— Listed entries —
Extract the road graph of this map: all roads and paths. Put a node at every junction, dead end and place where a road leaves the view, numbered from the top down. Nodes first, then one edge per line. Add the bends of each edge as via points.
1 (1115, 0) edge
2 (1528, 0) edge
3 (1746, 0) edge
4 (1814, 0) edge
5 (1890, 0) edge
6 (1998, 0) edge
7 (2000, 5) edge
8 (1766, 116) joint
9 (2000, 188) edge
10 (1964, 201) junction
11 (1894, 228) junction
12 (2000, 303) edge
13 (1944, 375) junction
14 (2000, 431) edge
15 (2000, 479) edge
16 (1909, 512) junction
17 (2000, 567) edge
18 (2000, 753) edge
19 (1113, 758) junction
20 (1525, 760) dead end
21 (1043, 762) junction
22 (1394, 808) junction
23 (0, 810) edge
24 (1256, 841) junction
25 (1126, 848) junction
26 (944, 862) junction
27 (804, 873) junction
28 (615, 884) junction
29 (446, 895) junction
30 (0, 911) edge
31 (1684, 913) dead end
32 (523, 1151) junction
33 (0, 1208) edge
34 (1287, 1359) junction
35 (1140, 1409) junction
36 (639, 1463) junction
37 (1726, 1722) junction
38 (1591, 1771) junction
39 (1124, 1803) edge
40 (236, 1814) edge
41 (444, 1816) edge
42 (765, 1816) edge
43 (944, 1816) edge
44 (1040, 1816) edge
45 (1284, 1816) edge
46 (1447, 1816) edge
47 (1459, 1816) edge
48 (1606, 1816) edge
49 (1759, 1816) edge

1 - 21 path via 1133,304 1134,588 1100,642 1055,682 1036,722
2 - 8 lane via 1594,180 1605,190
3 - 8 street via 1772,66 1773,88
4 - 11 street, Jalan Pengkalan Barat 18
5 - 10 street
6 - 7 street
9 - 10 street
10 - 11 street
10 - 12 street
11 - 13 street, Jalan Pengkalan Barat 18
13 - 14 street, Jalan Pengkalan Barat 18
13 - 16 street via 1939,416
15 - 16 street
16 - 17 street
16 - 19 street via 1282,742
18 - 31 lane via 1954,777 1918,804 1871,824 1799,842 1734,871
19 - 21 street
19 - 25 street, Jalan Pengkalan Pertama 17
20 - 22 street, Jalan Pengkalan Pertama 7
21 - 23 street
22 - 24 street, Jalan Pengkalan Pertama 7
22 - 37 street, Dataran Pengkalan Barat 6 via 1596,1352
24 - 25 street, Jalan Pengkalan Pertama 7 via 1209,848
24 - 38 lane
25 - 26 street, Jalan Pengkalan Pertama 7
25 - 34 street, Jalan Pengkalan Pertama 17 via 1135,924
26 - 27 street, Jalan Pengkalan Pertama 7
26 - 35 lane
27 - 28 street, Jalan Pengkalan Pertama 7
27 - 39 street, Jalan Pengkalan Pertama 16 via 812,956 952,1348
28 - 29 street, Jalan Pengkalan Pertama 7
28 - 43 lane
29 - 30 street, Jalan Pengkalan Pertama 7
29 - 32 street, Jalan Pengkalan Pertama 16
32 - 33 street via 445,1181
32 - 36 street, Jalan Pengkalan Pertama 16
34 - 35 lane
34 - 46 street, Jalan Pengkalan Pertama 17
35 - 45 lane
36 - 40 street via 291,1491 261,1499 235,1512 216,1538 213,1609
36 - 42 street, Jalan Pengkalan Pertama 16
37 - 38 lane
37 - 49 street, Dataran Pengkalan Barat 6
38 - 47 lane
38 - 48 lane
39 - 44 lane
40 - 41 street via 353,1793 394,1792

— Task statement —
A copy of each line above that holds the word "Barat" is the expected answer.

— Your response —
4 - 11 street, Jalan Pengkalan Barat 18
11 - 13 street, Jalan Pengkalan Barat 18
13 - 14 street, Jalan Pengkalan Barat 18
22 - 37 street, Dataran Pengkalan Barat 6 via 1596,1352
37 - 49 street, Dataran Pengkalan Barat 6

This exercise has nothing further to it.